The Federal Aviation Administration said it is upgrading radar equipment to help prevent aircraft from disappearing from the computer screens of air traffic controllers.

Controllers at the FAA's Washington Center in Leesburg have reported numerous instances over the past month in which a plane or several planes suddenly disappeared from radar screens for more than 30 seconds. Over the weekend, FAA officials upgraded radar in The Plains, Va., that was responsible for some of the incidents. An FAA official said the agency is also working to upgrade radar at two other locations and is ready to respond if the problem recurs, using an aircraft and vehicle equipped with spectrum analysis equipment.

"We are concerned because we want to know every anomaly that affects the national airspace system," said Steven B. Zaidman, vice president for technical operations services at FAA. "We have an active bunch of technicians and air traffic specialists who continue to look at it."

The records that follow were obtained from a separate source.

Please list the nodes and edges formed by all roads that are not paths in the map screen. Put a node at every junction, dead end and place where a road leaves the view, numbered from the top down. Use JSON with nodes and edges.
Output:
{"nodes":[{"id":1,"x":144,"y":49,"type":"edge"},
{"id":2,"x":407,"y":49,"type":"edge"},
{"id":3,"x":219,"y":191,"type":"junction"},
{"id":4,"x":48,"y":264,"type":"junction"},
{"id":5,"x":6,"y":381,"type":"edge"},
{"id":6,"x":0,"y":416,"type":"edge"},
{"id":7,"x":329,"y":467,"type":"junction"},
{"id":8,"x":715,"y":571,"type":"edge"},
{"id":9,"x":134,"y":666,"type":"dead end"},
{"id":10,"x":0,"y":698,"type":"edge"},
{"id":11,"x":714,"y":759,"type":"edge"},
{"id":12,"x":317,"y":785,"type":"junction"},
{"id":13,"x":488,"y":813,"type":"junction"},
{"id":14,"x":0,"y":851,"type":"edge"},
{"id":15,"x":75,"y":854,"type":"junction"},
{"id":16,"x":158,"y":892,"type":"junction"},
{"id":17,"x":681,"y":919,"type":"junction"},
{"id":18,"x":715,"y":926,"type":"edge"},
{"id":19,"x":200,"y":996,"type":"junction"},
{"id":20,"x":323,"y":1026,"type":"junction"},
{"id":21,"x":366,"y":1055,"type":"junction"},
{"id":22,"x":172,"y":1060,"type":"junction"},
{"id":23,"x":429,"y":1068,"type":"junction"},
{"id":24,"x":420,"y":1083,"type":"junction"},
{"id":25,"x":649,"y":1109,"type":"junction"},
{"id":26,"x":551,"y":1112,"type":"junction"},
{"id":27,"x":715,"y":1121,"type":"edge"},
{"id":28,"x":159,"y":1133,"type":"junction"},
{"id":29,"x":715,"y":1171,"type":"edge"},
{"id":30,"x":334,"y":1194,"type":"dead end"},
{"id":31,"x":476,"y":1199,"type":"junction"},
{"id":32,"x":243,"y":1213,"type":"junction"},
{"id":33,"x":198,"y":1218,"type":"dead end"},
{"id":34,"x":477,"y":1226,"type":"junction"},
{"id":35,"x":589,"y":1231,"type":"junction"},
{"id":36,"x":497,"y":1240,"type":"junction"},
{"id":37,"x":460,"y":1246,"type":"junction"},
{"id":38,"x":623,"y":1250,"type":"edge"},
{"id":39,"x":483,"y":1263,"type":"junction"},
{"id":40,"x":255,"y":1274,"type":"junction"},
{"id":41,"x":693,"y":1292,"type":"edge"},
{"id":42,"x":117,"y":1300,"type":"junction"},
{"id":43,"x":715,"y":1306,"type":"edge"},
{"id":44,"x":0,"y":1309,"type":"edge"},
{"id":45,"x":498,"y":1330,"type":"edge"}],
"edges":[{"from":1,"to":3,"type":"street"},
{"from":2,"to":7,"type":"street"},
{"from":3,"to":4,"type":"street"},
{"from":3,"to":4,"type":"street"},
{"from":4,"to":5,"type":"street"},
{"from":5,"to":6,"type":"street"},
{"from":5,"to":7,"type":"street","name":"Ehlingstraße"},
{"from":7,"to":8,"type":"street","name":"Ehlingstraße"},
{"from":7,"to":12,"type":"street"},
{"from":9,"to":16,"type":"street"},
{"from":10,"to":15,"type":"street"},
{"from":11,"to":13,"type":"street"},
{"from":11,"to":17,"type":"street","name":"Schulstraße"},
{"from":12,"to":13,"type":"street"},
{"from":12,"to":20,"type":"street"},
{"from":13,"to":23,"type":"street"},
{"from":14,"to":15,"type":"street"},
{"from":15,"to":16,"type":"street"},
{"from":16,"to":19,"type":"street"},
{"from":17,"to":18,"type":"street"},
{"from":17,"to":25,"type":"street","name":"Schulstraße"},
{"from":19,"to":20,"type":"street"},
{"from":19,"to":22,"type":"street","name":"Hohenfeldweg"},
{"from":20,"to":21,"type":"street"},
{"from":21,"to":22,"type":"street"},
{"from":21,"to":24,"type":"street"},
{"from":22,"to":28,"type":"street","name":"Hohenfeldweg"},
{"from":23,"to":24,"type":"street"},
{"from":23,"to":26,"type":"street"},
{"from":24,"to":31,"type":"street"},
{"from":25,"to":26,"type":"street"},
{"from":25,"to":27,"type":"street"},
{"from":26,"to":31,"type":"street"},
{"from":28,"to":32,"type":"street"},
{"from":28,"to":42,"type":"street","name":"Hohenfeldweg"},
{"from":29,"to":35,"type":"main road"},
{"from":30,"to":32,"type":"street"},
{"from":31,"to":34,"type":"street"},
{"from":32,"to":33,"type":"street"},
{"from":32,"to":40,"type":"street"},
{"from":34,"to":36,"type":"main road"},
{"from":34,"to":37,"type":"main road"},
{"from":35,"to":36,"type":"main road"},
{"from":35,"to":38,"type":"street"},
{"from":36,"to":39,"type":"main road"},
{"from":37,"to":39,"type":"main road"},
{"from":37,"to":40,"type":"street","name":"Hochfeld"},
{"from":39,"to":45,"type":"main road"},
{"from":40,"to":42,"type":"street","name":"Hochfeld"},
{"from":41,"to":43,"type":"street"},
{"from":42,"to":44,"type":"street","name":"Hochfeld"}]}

Since the radar upgrade was completed in The Plains, FAA spokeswoman Laura Brown said there continue to be problems with planes disappearing from the scopes, but she said they are "less severe."

The union representing air traffic controllers said it was pleased with the FAA's response. An FAA spokesman initially suggested that the controllers had raised the safety issue as a negotiating tactic during contract talks.

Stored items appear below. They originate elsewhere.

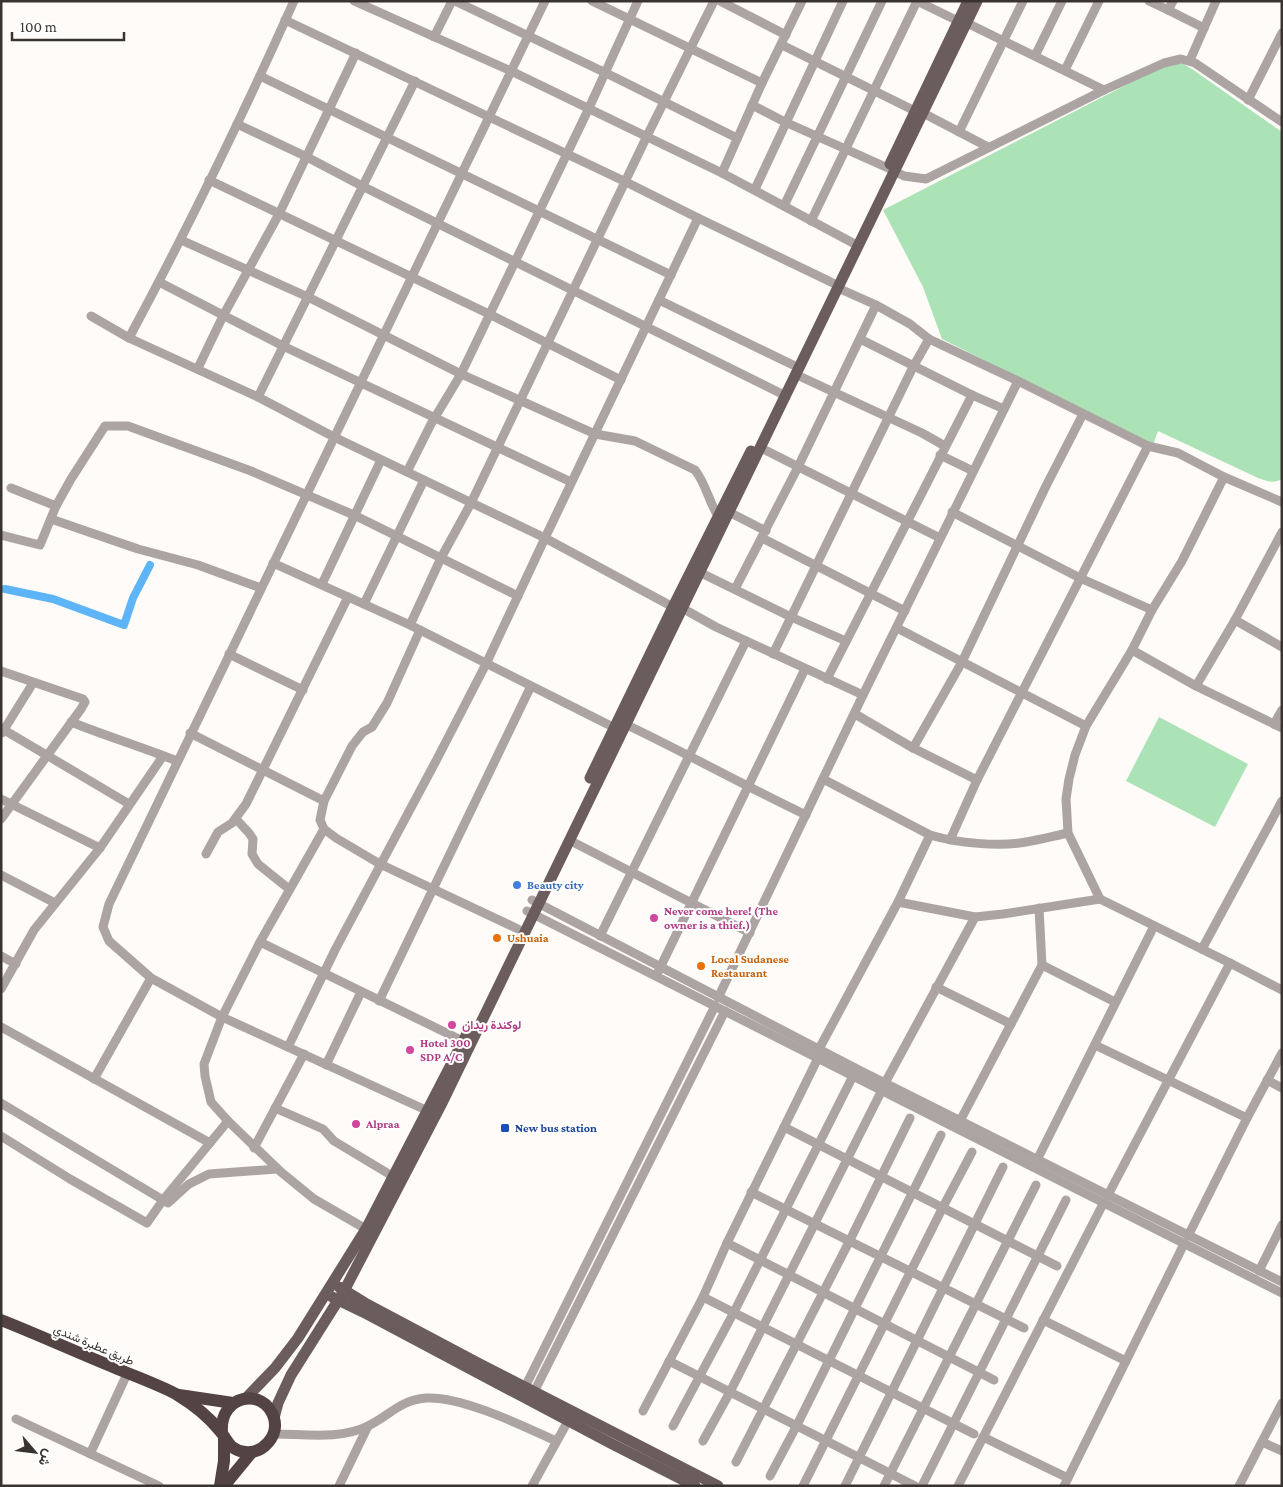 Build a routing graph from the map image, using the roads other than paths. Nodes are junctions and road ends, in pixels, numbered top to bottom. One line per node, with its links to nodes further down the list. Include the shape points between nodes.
1 (294, 1): 25 (street)
2 (354, 1): 22 (street)
3 (379, 1): 22 (street)
4 (453, 1): 30 (street); 31 (street)
5 (545, 1): 30 (street)
6 (592, 1): 24 (street)
7 (638, 1): 24 (street)
8 (714, 1): 34 (street)
9 (720, 1): 29 (street)
10 (802, 1): 29 (street)
11 (843, 1): 38 (street)
12 (882, 1): 43 (street)
13 (917, 1): 26 (street); 47 (street)
14 (968, 1): 26 (main road)
15 (977, 1): 26 (main road)
16 (1023, 1): 32 (street)
17 (1062, 1): 36 (street)
18 (1099, 1): 39 (street)
19 (1149, 1): 23 (street)
20 (1173, 1): 23 (street)
21 (1216, 1): 27 (street)
22 (375, 10): 31 (street)
23 (1168, 10): 27 (street)
24 (630, 18): 34 (street); 41 (street)
25 (285, 20): 35 (street); 42 (street)
26 (962, 22): 32 (street); 53 (main road)
27 (1204, 28): 37 (street)
28 (1282, 33): 48 (street)
29 (786, 35): 33 (street)
30 (527, 36): 40 (street); 41 (street)
31 (434, 37): 40 (street)
32 (1004, 40): 36 (street); 58 (street)
33 (782, 45): 38 (street); 45 (street)
34 (691, 48): 45 (street); 49 (street)
35 (356, 53): 44 (street); 52 (street)
36 (1035, 56): 39 (street)
37 (1190, 60): 46 (street, via 1164,63); 48 (street)
38 (814, 62): 43 (street); 55 (street)
39 (1065, 70): 46 (street)
40 (511, 71): 51 (street); 54 (street)
41 (606, 73): 49 (street); 51 (street)
42 (260, 76): 52 (street); 57 (street)
43 (845, 77): 47 (street); 60 (street)
44 (416, 81): 54 (street); 61 (street)
45 (762, 83): 50 (street)
46 (1104, 90): 63 (street)
47 (874, 91): 53 (street); 64 (street)
48 (1248, 100): 56 (street)
49 (665, 102): 59 (street); 62 (street)
50 (752, 106): 55 (street); 62 (street)
51 (589, 108): 59 (street); 65 (street)
52 (329, 109): 61 (street); 66 (street)
53 (918, 112): 58 (street); 67 (main road)
54 (488, 117): 65 (street); 69 (street)
55 (785, 122): 60 (street); 73 (street)
56 (1282, 122)
57 (237, 124): 66 (street); 70 (street)
58 (959, 132): 63 (street)
59 (647, 136): 68 (street); 71 (street)
60 (817, 136): 64 (street); 74 (street)
61 (388, 137): 69 (street); 72 (street)
62 (737, 138): 68 (street)
63 (988, 147): 67 (street, via 926,179 911,178)
64 (846, 150): 67 (street); 78 (street)
65 (567, 154): 71 (street); 75 (street)
66 (305, 156): 72 (street); 76 (street)
67 (892, 170): 83 (main road); 89 (main road)
68 (722, 172): 73 (street)
69 (461, 174): 75 (street); 79 (street)
70 (209, 180): 76 (street); 80 (street)
71 (626, 182): 77 (street); 81 (street)
72 (364, 187): 79 (street); 82 (street)
73 (755, 189): 74 (street)
74 (784, 206): 78 (street)
75 (539, 211): 81 (street); 84 (street)
76 (279, 214): 82 (street); 85 (street)
77 (698, 218): 86 (street); 89 (street)
78 (811, 221): 83 (street)
79 (437, 223): 84 (street); 87 (street)
80 (181, 240): 85 (street); 88 (street)
81 (598, 240): 86 (street); 90 (street)
82 (336, 241): 87 (street); 91 (street)
83 (853, 243): 89 (main road)
84 (514, 262): 90 (street); 94 (street)
85 (248, 270): 91 (street); 96 (street)
86 (671, 275): 92 (street)
87 (411, 276): 94 (street); 98 (street)
88 (159, 282): 96 (street); 99 (street)
89 (836, 285): 93 (street); 106 (main road)
90 (574, 290): 97 (street); 102 (street)
91 (308, 297): 98 (street); 103 (street)
92 (659, 300): 97 (street); 106 (street)
93 (876, 305): 100 (street); 101 (street)
94 (489, 314): 102 (street); 107 (street)
95 (91, 316): 99 (street)
96 (223, 316): 103 (street); 105 (street)
97 (646, 325): 108 (street); 112 (street)
98 (383, 335): 107 (street); 110 (street)
99 (129, 338): 105 (street)
100 (860, 338): 104 (street); 111 (street)
101 (929, 339): 104 (street); 109 (street)
102 (548, 344): 108 (street); 115 (street)
103 (283, 346): 110 (street); 114 (street)
104 (913, 367): 113 (street); 119 (street)
105 (198, 368): 114 (street)
106 (795, 370): 111 (street); 112 (main road); 125 (main road)
107 (461, 374): 115 (street); 118 (street)
108 (621, 380): 120 (street)
109 (1018, 381): 116 (street); 117 (street)
110 (361, 383): 118 (street); 121 (street)
111 (835, 392): 119 (street); 128 (street)
112 (780, 393): 143 (main road)
113 (972, 395): 116 (street); 122 (street)
114 (258, 397): 121 (street)
115 (521, 400): 120 (street); 124 (street)
116 (1004, 409): 129 (street)
117 (1083, 414): 123 (street); 152 (street)
118 (436, 418): 124 (street); 130 (street)
119 (889, 418): 122 (street); 135 (street)
120 (595, 434): 133 (street); 143 (street, via 635,441 695,470)
121 (334, 437): 127 (street); 136 (street)
122 (945, 446): 126 (street)
123 (1148, 446): 131 (street, via 1178,453); 157 (street)
124 (496, 448): 133 (street); 138 (street)
125 (761, 448): 128 (street); 140 (main road)
126 (940, 455): 129 (street); 145 (street)
127 (381, 460): 130 (street); 142 (street)
128 (798, 468): 135 (street); 148 (street)
129 (973, 471): 141 (street)
130 (408, 472): 132 (street)
131 (1224, 477): 137 (street); 166 (street, via 1182,561)
132 (424, 480): 138 (street); 149 (street)
133 (571, 482): 150 (street)
134 (11, 488): 139 (street)
135 (852, 493): 145 (street); 155 (street)
136 (306, 494): 139 (street, via 128,426 114,425 106,426); 142 (street); 154 (street)
137 (1282, 502)
138 (471, 503): 150 (street); 153 (street)
139 (56, 506): 144 (street)
140 (729, 512): 148 (street); 156 (main road)
141 (952, 512): 151 (street); 152 (street)
142 (354, 516): 149 (street); 158 (street)
143 (718, 516): 165 (main road)
144 (51, 519): 147 (street, via 40,546); 159 (street)
145 (908, 522): 151 (street); 161 (street)
146 (1282, 532): 169 (street)
147 (1, 534)
148 (764, 535): 155 (street); 160 (street)
149 (396, 536): 153 (street); 164 (street)
150 (545, 538): 162 (street); 165 (street)
151 (940, 538): 167 (street)
152 (1018, 545): 157 (street); 179 (street)
153 (441, 558): 162 (street); 170 (street)
154 (273, 563): 158 (street); 159 (street)
155 (817, 566): 161 (street); 168 (street)
156 (699, 572): 160 (street); 165 (main road)
157 (1080, 578): 166 (street); 188 (street)
158 (322, 584): 163 (street)
159 (261, 588): 177 (street)
160 (735, 589): 168 (street)
161 (871, 593): 167 (street); 174 (street)
162 (518, 596): 180 (street)
163 (348, 597): 164 (street); 187 (street)
164 (364, 604): 170 (street)
165 (677, 607): 173 (street); 195 (main road)
166 (1152, 610): 176 (street)
167 (905, 611): 171 (street)
168 (791, 617): 174 (street); 178 (street)
169 (1235, 620): 175 (street); 186 (street)
170 (410, 625): 172 (street)
171 (896, 628): 179 (street); 189 (street)
172 (420, 630): 180 (street); 208 (street, via 386,704 372,727 354,742)
173 (746, 641): 178 (street); 199 (street)
174 (846, 641): 183 (street)
175 (1282, 647)
176 (1132, 650): 186 (street); 193 (street)
177 (229, 654): 187 (street); 197 (street)
178 (774, 654): 181 (street)
179 (962, 662): 188 (street); 198 (street)
180 (486, 664): 185 (street); 222 (street)
181 (805, 669): 183 (street); 206 (street)
182 (1, 671): 184 (street)
183 (827, 679): 189 (street)
184 (33, 682): 192 (street, via 84,700); 196 (street)
185 (531, 686): 195 (street); 226 (street)
186 (1196, 686): 194 (street)
187 (303, 690): 203 (street)
188 (1022, 692): 193 (street); 205 (street)
189 (863, 695): 191 (street)
190 (1282, 710): 194 (street)
191 (854, 714): 198 (street); 204 (street)
192 (71, 722): 200 (street); 201 (street)
193 (1086, 726): 216 (street, via 1069,779 1066,799)
194 (1278, 726)
195 (620, 727): 199 (street); 218 (main road); 231 (main road)
196 (2, 731): 200 (street)
197 (190, 733): 202 (street); 203 (street)
198 (913, 748): 205 (street)
199 (689, 754): 206 (street); 223 (street)
200 (48, 756): 210 (street); 211 (street)
201 (163, 756): 202 (street); 211 (street)
202 (178, 761): 246 (street, via 109,904 103,927 109,941)
203 (264, 770): 208 (street); 214 (street)
204 (823, 779): 212 (street); 217 (street)
205 (977, 780): 219 (street)
206 (747, 787): 212 (street); 228 (street)
207 (1, 799): 210 (street)
208 (324, 801): 215 (street, via 320,817)
209 (1282, 801): 239 (street)
210 (13, 804): 213 (street); 220 (street)
211 (129, 804): 220 (street)
212 (806, 815): 236 (street)
213 (1, 819)
214 (236, 819): 221 (street, via 218,832); 225 (street, via 253,839 253,858 261,868)
215 (324, 829): 222 (street); 225 (street)
216 (1068, 833): 219 (street, via 1025,843); 227 (street)
217 (930, 835): 219 (street); 229 (street)
218 (569, 840): 223 (street); 231 (main road)
219 (950, 840)
220 (100, 848): 230 (street)
221 (206, 854)
222 (380, 864): 226 (street); 245 (street)
223 (631, 872): 228 (street); 237 (street)
224 (1, 875): 230 (street)
225 (290, 889): 238 (street)
226 (434, 889): 235 (street); 251 (street)
227 (1100, 899): 232 (street); 234 (street)
228 (691, 902): 236 (street); 244 (street)
229 (898, 902): 233 (street); 261 (street)
230 (55, 903): 242 (street, via 34,930)
231 (533, 907): 235 (main road); 237 (street); 244 (street); 317 (main road, via 441,1105)
232 (1039, 908): 233 (street); 243 (street)
233 (975, 917): 247 (street)
234 (1154, 926): 239 (street); 253 (street)
235 (518, 929): 258 (main road)
236 (750, 933): 252 (street)
237 (600, 936): 244 (street)
238 (260, 942): 245 (street); 255 (street)
239 (1202, 949): 241 (street)
240 (1, 956): 242 (street)
241 (1230, 963): 249 (street); 267 (street)
242 (16, 964): 248 (street)
243 (1042, 965): 253 (street); 256 (street)
244 (658, 972): 252 (street)
245 (323, 973): 250 (street); 260 (street)
246 (150, 978): 255 (street); 266 (street)
247 (936, 987): 256 (street); 269 (street)
248 (1, 989)
249 (1282, 990)
250 (361, 992): 251 (street); 264 (street)
251 (379, 1001): 258 (street)
252 (717, 1002): 254 (street); 261 (street); 278 (street)
253 (1115, 1002): 259 (street)
254 (725, 1011): 261 (street); 280 (street)
255 (222, 1017): 260 (street); 277 (street, via 208,1049 204,1076 211,1102)
256 (1011, 1024): 276 (street)
257 (1, 1027): 266 (street)
258 (463, 1041): 273 (main road)
259 (1095, 1045): 267 (street); 289 (street)
260 (288, 1047): 263 (street)
261 (818, 1053): 265 (street); 269 (street); 279 (street)
262 (1282, 1053): 268 (street)
263 (304, 1054): 264 (street); 272 (street)
264 (326, 1064): 273 (street)
265 (853, 1076): 269 (street); 285 (street)
266 (94, 1079): 283 (street)
267 (1169, 1080): 275 (street); 297 (street)
268 (1268, 1080): 270 (street); 275 (street)
269 (884, 1087): 276 (street); 284 (street); 288 (street)
270 (1282, 1088)
271 (1, 1103): 298 (street)
272 (275, 1108): 286 (street); 293 (street, via 322,1130 334,1141)
273 (428, 1111): 293 (main road)
274 (910, 1118): 292 (street)
275 (1247, 1118): 308 (street)
276 (960, 1121): 284 (street)
277 (228, 1122): 283 (street); 286 (street)
278 (655, 1126): 280 (street); 348 (street)
279 (784, 1127): 285 (street); 296 (street)
280 (665, 1131): 348 (street)
281 (941, 1135): 295 (street)
282 (1, 1136): 298 (street, via 147,1223)
283 (210, 1143): 298 (street)
284 (995, 1143): 289 (street); 297 (street)
285 (818, 1144): 288 (street); 301 (street)
286 (254, 1148): 291 (street)
287 (972, 1152): 300 (street)
288 (848, 1159): 292 (street); 302 (street)
289 (1037, 1160): 297 (street)
290 (1003, 1167): 303 (street)
291 (277, 1169): 298 (street, via 209,1174 189,1184 168,1203); 305 (street, via 314,1199)
292 (881, 1175): 295 (street); 306 (street)
293 (394, 1177): 305 (main road)
294 (1036, 1185): 307 (street)
295 (913, 1191): 300 (street); 310 (street)
296 (751, 1192): 301 (street); 309 (street)
297 (1106, 1199): 308 (street); 333 (street)
298 (163, 1200)
299 (1066, 1200): 311 (street)
300 (943, 1207): 303 (street); 314 (street)
301 (786, 1209): 302 (street); 312 (street)
302 (815, 1223): 306 (street); 316 (street)
303 (974, 1223): 307 (street); 320 (street)
304 (1282, 1225): 315 (street)
305 (366, 1229): 319 (main road)
306 (850, 1240): 310 (street); 321 (street)
307 (1008, 1240): 311 (street); 326 (street)
308 (1186, 1240): 315 (street); 322 (street); 342 (street)
309 (727, 1244): 312 (street); 325 (street)
310 (881, 1255): 314 (street); 328 (street)
311 (1038, 1256): 313 (street); 331 (street)
312 (760, 1261): 316 (street); 330 (street)
313 (1057, 1266)
314 (911, 1271): 320 (street); 334 (street)
315 (1259, 1271): 318 (street)
316 (788, 1276): 321 (street); 335 (street)
317 (350, 1278): 324 (main road); 327 (main road)
318 (1282, 1282)
319 (332, 1284): 323 (main road); 324 (main road)
320 (943, 1286): 326 (street); 337 (street)
321 (822, 1292): 328 (street); 338 (street)
322 (1282, 1293)
323 (326, 1294): 324 (main road); 352 (main road, via 286,1355)
324 (341, 1296): 327 (main road); 329 (main road)
325 (702, 1297): 330 (street); 340 (street)
326 (976, 1303): 331 (street); 339 (street)
327 (364, 1308): 329 (main road); 348 (main road); 360 (main road)
328 (854, 1309): 334 (street); 341 (street)
329 (332, 1311): 358 (main road, via 291,1376)
330 (734, 1312): 335 (street); 345 (street)
331 (1006, 1319): 336 (street); 343 (street)
332 (1, 1320): 344 (highway, طريق عطبرة شندي)
333 (1043, 1320): 342 (street); 367 (street)
334 (884, 1324): 337 (street); 346 (street)
335 (763, 1327): 338 (street); 350 (street)
336 (1024, 1328)
337 (917, 1341): 339 (street); 349 (street)
338 (797, 1344): 341 (street); 356 (street)
339 (948, 1357): 343 (street); 355 (street)
340 (669, 1361): 345 (street); 357 (street)
341 (828, 1361): 346 (street); 362 (street)
342 (1126, 1361): 379 (street)
343 (978, 1372): 347 (street); 361 (street)
344 (127, 1374): 351 (highway, طريق عطبرة شندي); 374 (street)
345 (700, 1376): 350 (street); 364 (street)
346 (858, 1376): 349 (street); 368 (street)
347 (994, 1380)
348 (530, 1389): 386 (main road)
349 (890, 1391): 355 (street); 375 (street)
350 (730, 1392): 356 (street); 370 (street)
351 (177, 1395): 353 (highway); 366 (highway)
352 (246, 1398): 353 (highway); 358 (highway, via 264,1403)
353 (233, 1403): 366 (highway, via 223,1415)
354 (1282, 1403): 371 (street)
355 (922, 1407): 361 (street); 377 (street)
356 (763, 1408): 362 (street); 376 (street)
357 (643, 1411)
358 (274, 1418): 365 (highway)
359 (16, 1419): 374 (street)
360 (568, 1421): 369 (street); 380 (main road)
361 (955, 1424): 367 (street); 391 (street)
362 (797, 1425): 368 (street); 378 (street)
363 (368, 1426): 365 (street, via 338,1435); 369 (street, via 411,1401 438,1398 502,1417); 384 (street)
364 (673, 1426)
365 (274, 1434): 373 (highway, via 266,1446)
366 (223, 1435): 373 (highway, via 236,1449); 382 (highway, via 224,1461)
367 (979, 1435): 379 (street); 392 (street)
368 (826, 1440): 375 (street); 387 (street)
369 (556, 1441): 385 (street)
370 (703, 1441)
371 (1262, 1442): 372 (street); 393 (street)
372 (1282, 1451)
373 (252, 1452): 383 (highway)
374 (90, 1454): 381 (street)
375 (860, 1457): 377 (street); 388 (street)
376 (736, 1462)
377 (891, 1473): 389 (street); 390 (street)
378 (770, 1476)
379 (1066, 1482)
380 (688, 1484)
381 (158, 1486)
382 (220, 1486)
383 (224, 1486)
384 (339, 1486)
385 (532, 1486)
386 (718, 1486)
387 (803, 1486)
388 (845, 1486)
389 (884, 1486)
390 (915, 1486)
391 (922, 1486)
392 (958, 1486)
393 (1239, 1486)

"We're very relieved the FAA is finally taking this situation seriously," said Ruth Marlin, executive vice president of the National Air Traffic Controllers Association, in a statement. "Controllers at Washington Center have been forced to scramble on too many occasions reacting to the mysterious equipment failures."

On at least one occasion, Sept. 27, multiple radars intermittently went out, which FAA officials said was highly unusual. The FAA said the problem has not occurred since then, although occasionally one radar will "jump" and a plane will disappear for about 12 seconds and then reappear.

Controllers direct traffic by referring to data on their screens that identify an aircraft and its speed and altitude. During a radar jump, the information about the plane remains on the screen, but the plane's exact location disappears for 12 to 30 seconds. Airplane information is delivered to controllers by radar that communicates with the aircraft's transponder.

Controllers in Leesburg handle air traffic for a broad region from New York to North Carolina and from the East Coast to West Virginia at 18,000 feet and higher. If controllers cannot temporarily view their planes on radar scopes, they revert to non-radar procedures, which involve spacing planes farther apart as a safety precaution. In some cases when controllers said they had to do this, they claim it resulted in small delays for some planes at some airports.